Records to use:
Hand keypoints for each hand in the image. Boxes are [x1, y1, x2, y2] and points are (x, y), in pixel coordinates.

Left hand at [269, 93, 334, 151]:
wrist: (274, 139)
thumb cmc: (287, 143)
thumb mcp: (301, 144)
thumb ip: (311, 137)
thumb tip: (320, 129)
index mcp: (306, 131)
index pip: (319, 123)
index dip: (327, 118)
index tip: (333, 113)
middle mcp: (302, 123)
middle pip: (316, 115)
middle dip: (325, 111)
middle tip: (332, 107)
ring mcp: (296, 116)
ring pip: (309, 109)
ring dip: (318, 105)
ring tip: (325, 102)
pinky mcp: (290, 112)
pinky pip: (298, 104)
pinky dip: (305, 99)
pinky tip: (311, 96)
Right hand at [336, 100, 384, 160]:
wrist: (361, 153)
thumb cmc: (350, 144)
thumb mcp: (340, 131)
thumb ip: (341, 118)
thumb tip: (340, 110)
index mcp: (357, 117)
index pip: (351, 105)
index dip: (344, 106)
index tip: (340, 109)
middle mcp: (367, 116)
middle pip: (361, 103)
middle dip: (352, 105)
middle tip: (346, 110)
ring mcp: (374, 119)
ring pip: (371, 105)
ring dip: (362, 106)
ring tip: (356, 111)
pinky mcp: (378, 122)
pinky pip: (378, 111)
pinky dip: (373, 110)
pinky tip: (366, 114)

---

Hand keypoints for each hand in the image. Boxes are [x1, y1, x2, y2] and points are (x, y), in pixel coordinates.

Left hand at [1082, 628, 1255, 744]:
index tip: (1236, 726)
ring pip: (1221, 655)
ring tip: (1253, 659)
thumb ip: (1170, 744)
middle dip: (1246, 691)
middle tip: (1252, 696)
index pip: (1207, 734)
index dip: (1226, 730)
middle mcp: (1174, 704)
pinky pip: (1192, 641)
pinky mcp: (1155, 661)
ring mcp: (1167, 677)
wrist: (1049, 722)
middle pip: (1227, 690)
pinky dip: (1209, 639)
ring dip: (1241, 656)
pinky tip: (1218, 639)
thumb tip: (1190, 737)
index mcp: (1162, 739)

...

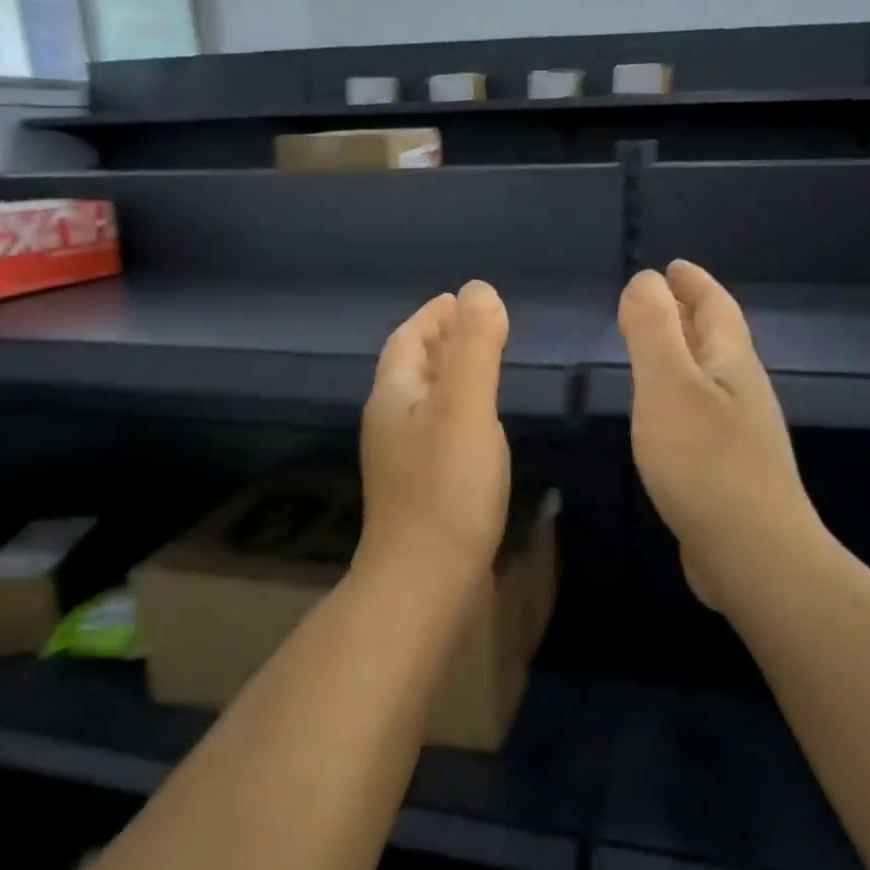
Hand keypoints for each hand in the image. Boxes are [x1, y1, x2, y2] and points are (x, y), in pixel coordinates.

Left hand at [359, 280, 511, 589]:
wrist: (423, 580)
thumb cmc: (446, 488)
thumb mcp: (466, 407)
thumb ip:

Your objective: Each line of the data that contains "pinky" belongs in the answer.

Solution for this task:
pinky mcp: (290, 112)
pinky pip: (298, 104)
pinky dip: (305, 99)
pinky tip: (311, 96)
pinky mcp: (378, 122)
pinky pip: (378, 111)
pinky dip: (373, 110)
pinky tip: (366, 114)
pinky pip: (1192, 641)
pinky mcp: (1155, 661)
pinky dip: (1209, 639)
pinky tip: (1218, 639)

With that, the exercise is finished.